Audience breakdown analysis
Another good way to dig deeper is to break your results down by audience. This can help answer questions such as:
- How did traffic from different sources behave in the test?
- Which variation won for mobile and which for desktop?
- Which variation was most effective for new users?
I recommend selecting audiences that are meaningful to your business, as well as audiences that are likely to have different user behaviors and intent signals.
Once again, for each audience, look at the uplift and Probability to Be Best scores to see how each variation performed. After your analysis, you can determine if you should serve all of your traffic with the winning variation, or adjust your allocation based on what you have learned.
But sometimes, losing A/B tests are actually winning!
There’s no doubt that CRO and A/B testing works, long relied on for producing massive uplifts in conversion and revenue for those who properly identify the best possible variation for site visitors. However, the truth is that as delivering personalized interactions becomes more intrinsic to the customer experience, experiments that don’t take into consideration the unique conditions of individual audiences will end up with inconclusive results and statistical significance will become harder to achieve.
In this complex new world of personalization where one-to-one supersedes a one-to-many approach, “average users” can no longer speak for “all visitors.” That means previous ways of uncovering and serving the best experiences won’t suffice anymore, despite following best practices around sample size creation, hypotheses development, and KPI optimization.
Today, instead of accepting test results at face value and deploying variations expected to perform best overall for all users, marketers must understand that in doing so, they’ll be compromising the experience for another portion of visitors.
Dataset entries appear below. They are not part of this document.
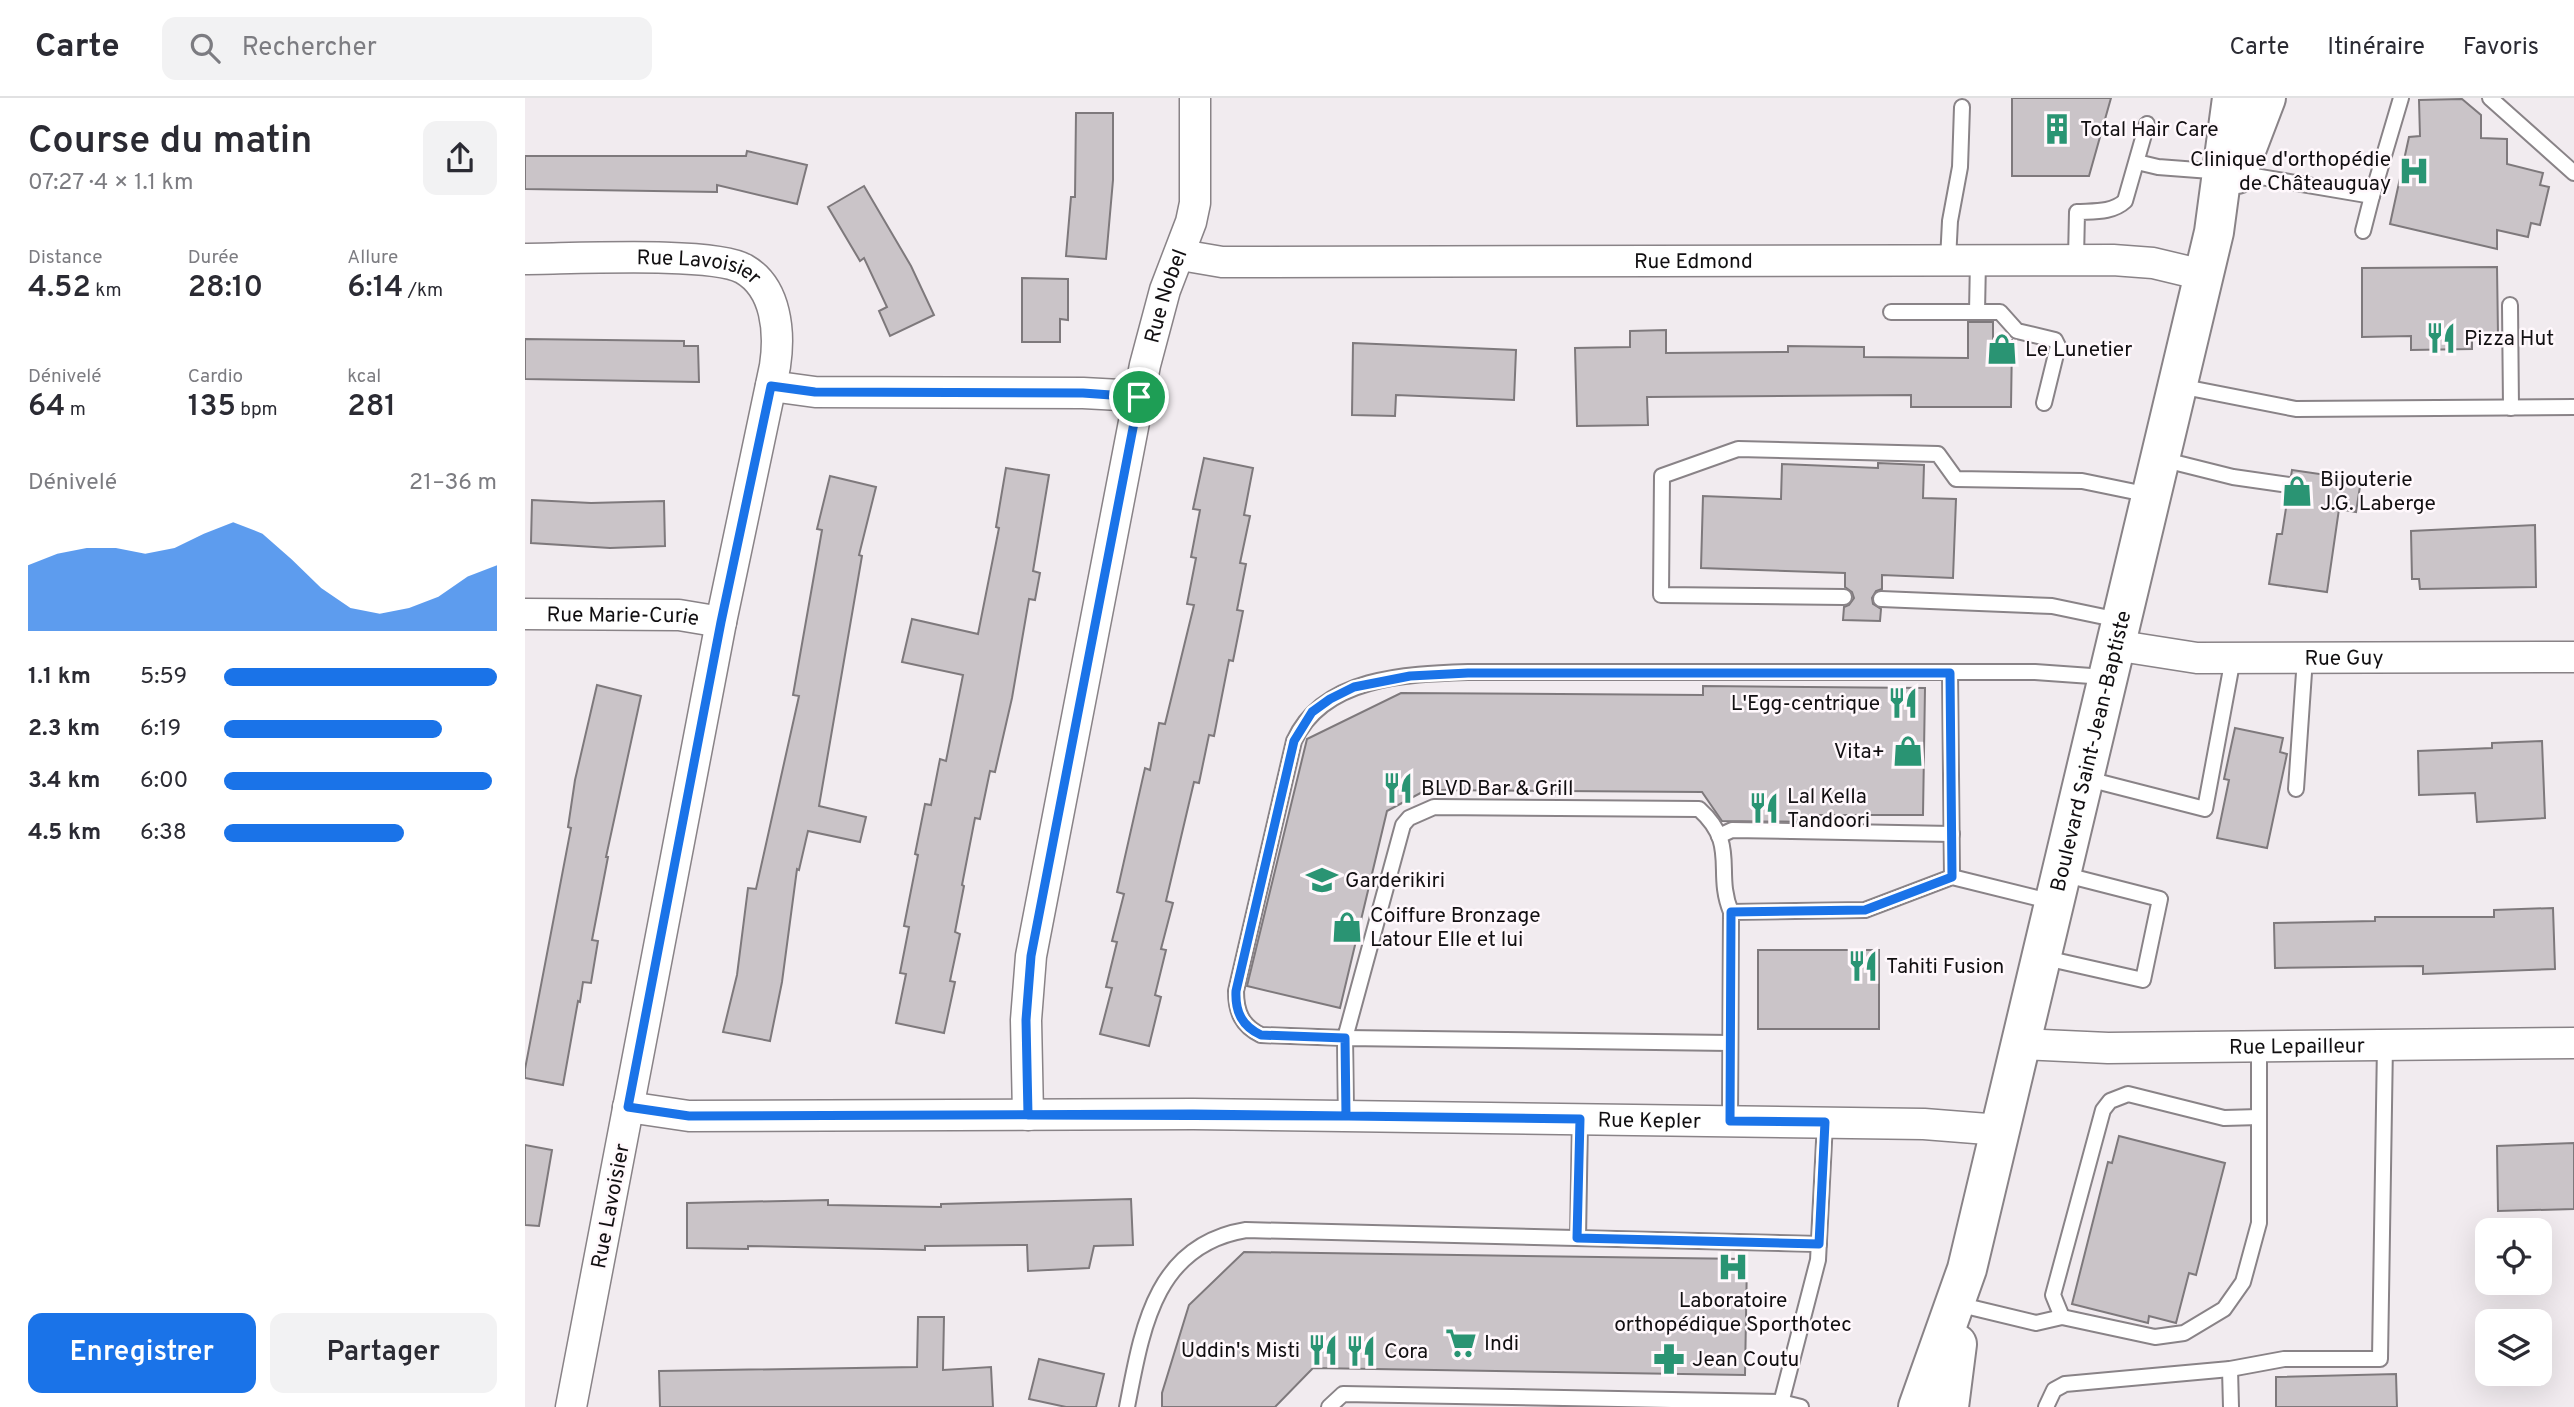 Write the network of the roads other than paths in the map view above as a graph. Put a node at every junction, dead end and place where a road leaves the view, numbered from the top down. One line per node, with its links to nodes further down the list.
1 (1195, 98): 13 (street, Rue Nobel)
2 (2232, 98): 9 (highway, Boulevard Saint-Jean-Baptiste)
3 (2266, 98): 9 (highway, Boulevard Saint-Jean-Baptiste)
4 (2401, 98): 11 (lane)
5 (2490, 98): 10 (lane)
6 (1962, 107): 16 (lane)
7 (2147, 124): 8 (lane)
8 (2137, 162): 9 (lane); 15 (lane)
9 (2230, 172): 11 (lane); 18 (highway, Boulevard Saint-Jean-Baptiste)
10 (2574, 173)
11 (2372, 196): 12 (lane)
12 (2364, 231)
13 (1181, 255): 16 (street, Rue Edmond); 24 (street, Rue Nobel)
14 (525, 259): 22 (street, Rue Lavoisier)
15 (2076, 259): 17 (street, Rue Edmond); 18 (street, Rue Edmond)
16 (1948, 260): 17 (street, Rue Edmond)
17 (1978, 260): 21 (lane)
18 (2203, 275): 23 (highway, Boulevard Saint-Jean-Baptiste)
19 (2510, 304): 27 (lane)
20 (1891, 312): 21 (lane)
21 (1977, 312): 25 (lane)
22 (771, 386): 24 (street); 34 (street, Rue Lavoisier)
23 (2176, 386): 27 (lane); 28 (highway, Boulevard Saint-Jean-Baptiste)
24 (1139, 397): 55 (street, Rue Nobel)
25 (2044, 403)
26 (2574, 407): 27 (lane)
27 (2511, 408)
28 (2158, 458): 29 (lane); 30 (highway, Boulevard Saint-Jean-Baptiste)
29 (2289, 485)
30 (2150, 495): 31 (lane); 35 (highway, Boulevard Saint-Jean-Baptiste)
31 (1844, 597)
32 (1881, 599): 35 (lane)
33 (525, 614): 34 (street, Rue Marie-Curie)
34 (721, 622): 54 (street, Rue Lavoisier)
35 (2114, 648): 37 (street, Rue Guy); 39 (lane); 40 (highway, Boulevard Saint-Jean-Baptiste)
36 (2574, 657): 38 (street, Rue Guy)
37 (2234, 658): 38 (street, Rue Guy); 40 (lane)
38 (2305, 658): 41 (lane)
39 (1950, 673): 42 (lane); 48 (lane)
40 (2083, 778): 45 (highway, Boulevard Saint-Jean-Baptiste)
41 (2296, 789)
42 (1951, 834): 43 (lane); 44 (lane)
43 (1719, 836): 46 (lane); 48 (lane)
44 (1952, 877): 45 (lane); 46 (lane)
45 (2056, 888): 47 (highway, Boulevard Saint-Jean-Baptiste); 47 (lane)
46 (1731, 912): 50 (lane)
47 (2040, 957): 51 (highway, Boulevard Saint-Jean-Baptiste)
48 (1345, 1038): 50 (lane); 56 (lane)
49 (2574, 1042): 52 (street, Rue Lepailleur)
50 (1730, 1043): 59 (lane)
51 (2019, 1044): 53 (street, Rue Lepailleur); 61 (highway, Boulevard Saint-Jean-Baptiste)
52 (2385, 1044): 53 (street, Rue Lepailleur); 66 (lane)
53 (2259, 1046): 57 (lane)
54 (628, 1107): 55 (street, Rue Kepler); 70 (street, Rue Lavoisier)
55 (1028, 1115): 56 (street, Rue Kepler)
56 (1346, 1116): 58 (street, Rue Kepler)
57 (2259, 1117): 65 (lane); 65 (lane)
58 (1580, 1119): 59 (street, Rue Kepler); 62 (lane)
59 (1730, 1121): 60 (street, Rue Kepler)
60 (1825, 1122): 61 (street, Rue Kepler); 63 (lane)
61 (2000, 1130): 64 (highway, Boulevard Saint-Jean-Baptiste)
62 (1577, 1238): 63 (lane); 71 (lane)
63 (1819, 1244): 69 (lane)
64 (1961, 1293): 65 (lane); 74 (highway, Boulevard Saint-Jean-Baptiste); 75 (highway, Boulevard Saint-Jean-Baptiste)
65 (2062, 1317)
66 (2230, 1369): 76 (lane); 77 (lane)
67 (1547, 1402): 68 (lane); 72 (lane)
68 (1742, 1404): 69 (lane)
69 (1781, 1405): 73 (lane)
70 (571, 1407)
71 (1127, 1407)
72 (1329, 1407)
73 (1801, 1407)
74 (1919, 1407)
75 (1949, 1407)
76 (2046, 1407)
77 (2231, 1407)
Because there will always be segments of visitors for whom the winning variation is not optimal. Only after recognizing this flaw in test analysis and execution does it become clear that losing A/B tests can actually end up as winners, and that hidden opportunities once thought meaningless may actually bare the most fruit through a modernized, personal way of thinking.
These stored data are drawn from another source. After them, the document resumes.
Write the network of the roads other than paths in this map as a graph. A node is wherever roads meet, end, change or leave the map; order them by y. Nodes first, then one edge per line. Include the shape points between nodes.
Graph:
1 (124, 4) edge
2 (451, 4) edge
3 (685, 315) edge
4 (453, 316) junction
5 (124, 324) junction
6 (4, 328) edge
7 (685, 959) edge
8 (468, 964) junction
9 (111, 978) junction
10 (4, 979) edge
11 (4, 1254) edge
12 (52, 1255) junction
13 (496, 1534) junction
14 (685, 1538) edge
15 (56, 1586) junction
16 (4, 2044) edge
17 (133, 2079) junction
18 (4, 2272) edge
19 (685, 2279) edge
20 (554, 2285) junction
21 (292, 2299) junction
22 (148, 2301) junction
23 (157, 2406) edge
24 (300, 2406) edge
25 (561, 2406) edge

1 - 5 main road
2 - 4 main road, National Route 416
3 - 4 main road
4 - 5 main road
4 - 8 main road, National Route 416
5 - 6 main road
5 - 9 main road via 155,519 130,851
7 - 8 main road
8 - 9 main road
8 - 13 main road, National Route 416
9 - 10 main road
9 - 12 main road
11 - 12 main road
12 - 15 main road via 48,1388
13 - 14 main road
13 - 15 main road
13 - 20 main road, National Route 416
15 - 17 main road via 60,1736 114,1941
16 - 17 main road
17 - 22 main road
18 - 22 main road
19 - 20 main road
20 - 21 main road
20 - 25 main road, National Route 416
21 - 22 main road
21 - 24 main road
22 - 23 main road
In the example below, find real results from an experiment which was live for about 30 days. Almost in a draw, at first glance, it appears as though the control is outperforming the challenger.
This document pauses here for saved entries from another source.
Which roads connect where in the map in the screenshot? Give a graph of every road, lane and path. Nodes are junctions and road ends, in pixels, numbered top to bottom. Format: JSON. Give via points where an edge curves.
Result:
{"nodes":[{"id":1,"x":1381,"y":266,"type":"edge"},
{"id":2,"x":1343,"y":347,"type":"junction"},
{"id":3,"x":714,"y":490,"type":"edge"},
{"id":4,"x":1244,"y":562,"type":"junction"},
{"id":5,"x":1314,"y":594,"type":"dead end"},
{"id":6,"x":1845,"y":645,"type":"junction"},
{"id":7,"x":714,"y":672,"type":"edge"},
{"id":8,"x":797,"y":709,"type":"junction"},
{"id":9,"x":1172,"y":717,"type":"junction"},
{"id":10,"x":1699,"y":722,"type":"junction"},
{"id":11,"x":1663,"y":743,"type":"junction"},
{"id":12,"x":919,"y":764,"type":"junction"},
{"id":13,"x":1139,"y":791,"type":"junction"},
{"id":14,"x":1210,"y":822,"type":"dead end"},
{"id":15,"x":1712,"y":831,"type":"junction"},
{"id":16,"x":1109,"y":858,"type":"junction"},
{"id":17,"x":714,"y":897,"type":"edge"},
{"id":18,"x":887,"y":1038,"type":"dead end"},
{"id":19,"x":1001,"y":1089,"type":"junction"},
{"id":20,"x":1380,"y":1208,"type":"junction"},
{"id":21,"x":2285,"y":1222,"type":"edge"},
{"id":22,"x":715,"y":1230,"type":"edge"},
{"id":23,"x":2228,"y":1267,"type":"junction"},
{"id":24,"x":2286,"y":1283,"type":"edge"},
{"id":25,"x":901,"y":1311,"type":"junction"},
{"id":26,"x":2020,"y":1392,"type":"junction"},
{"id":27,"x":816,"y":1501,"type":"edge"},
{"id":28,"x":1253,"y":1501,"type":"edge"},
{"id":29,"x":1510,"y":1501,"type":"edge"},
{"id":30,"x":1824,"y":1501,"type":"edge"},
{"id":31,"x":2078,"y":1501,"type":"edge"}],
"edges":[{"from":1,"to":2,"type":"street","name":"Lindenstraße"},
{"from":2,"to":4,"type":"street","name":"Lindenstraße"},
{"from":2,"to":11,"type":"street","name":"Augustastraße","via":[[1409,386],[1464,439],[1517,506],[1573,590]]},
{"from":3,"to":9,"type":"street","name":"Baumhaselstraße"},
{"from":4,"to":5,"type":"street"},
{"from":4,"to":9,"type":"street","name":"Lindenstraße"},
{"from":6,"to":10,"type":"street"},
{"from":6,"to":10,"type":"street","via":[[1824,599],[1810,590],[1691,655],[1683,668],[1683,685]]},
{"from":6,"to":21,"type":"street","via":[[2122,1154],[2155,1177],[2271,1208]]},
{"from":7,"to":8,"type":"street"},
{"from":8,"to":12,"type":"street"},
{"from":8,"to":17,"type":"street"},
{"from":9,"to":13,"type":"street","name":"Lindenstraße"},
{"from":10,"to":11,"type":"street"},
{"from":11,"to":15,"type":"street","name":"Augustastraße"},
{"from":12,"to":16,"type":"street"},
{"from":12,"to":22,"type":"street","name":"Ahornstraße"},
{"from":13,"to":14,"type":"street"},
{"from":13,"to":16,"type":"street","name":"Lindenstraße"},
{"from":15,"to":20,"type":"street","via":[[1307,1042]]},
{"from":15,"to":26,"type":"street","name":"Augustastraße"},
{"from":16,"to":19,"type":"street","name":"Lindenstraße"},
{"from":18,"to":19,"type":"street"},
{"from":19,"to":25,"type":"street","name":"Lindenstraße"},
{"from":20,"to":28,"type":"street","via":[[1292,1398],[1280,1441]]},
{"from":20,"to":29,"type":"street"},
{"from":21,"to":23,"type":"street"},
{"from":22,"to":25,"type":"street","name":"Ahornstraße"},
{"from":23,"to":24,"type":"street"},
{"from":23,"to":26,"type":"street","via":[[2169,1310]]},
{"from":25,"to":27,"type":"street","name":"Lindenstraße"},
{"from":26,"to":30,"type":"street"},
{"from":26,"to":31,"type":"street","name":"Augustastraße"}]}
However, when breaking down the experiment report by devices, a relatively basic and straightforward measure, there’s a completely different story, indicating the control is a winner on desktop, but is dramatically outperformed by the challenger on both tablet and mobile.
In the above testing scenario, had a “winner takes all” strategy been set (which many faithfully do), the entire visitor pool would have unknowingly been served with a compromised experience that is “optimized” for an average user, despite a clear preference for the challenger across mobile web and tablet.
In another example, while the control group proves subpar on average, further analysis concludes it should, in fact, still be allocated to “All other users,” leaving the much larger “Direct Traffic” segment to receive its preference, variation two.
These references illustrate the importance of discovering the impact of test actions on different audience groups when running experiments, no matter how the segment is defined. Only after taking the time to thoroughly analyze the results of one’s experiments for different segments can deeper optimization opportunities be identified, even for tests that are failing to produce uplifts for the average user (which doesn’t actually exist).
While some of these scenarios won’t require more than a quick analysis on the part of a CRO Specialist, with busy testing cycles and constantly changing priorities, carving out the time to do so doesn’t always happen. This problem only becomes exasperated as the number of tests, variations, and segments increases, making analysis an incredibly data-heavy task.
Knowing this, how can one go back to a life of accepting the status quo, taking results at face value, and discarding treatments unnecessarily?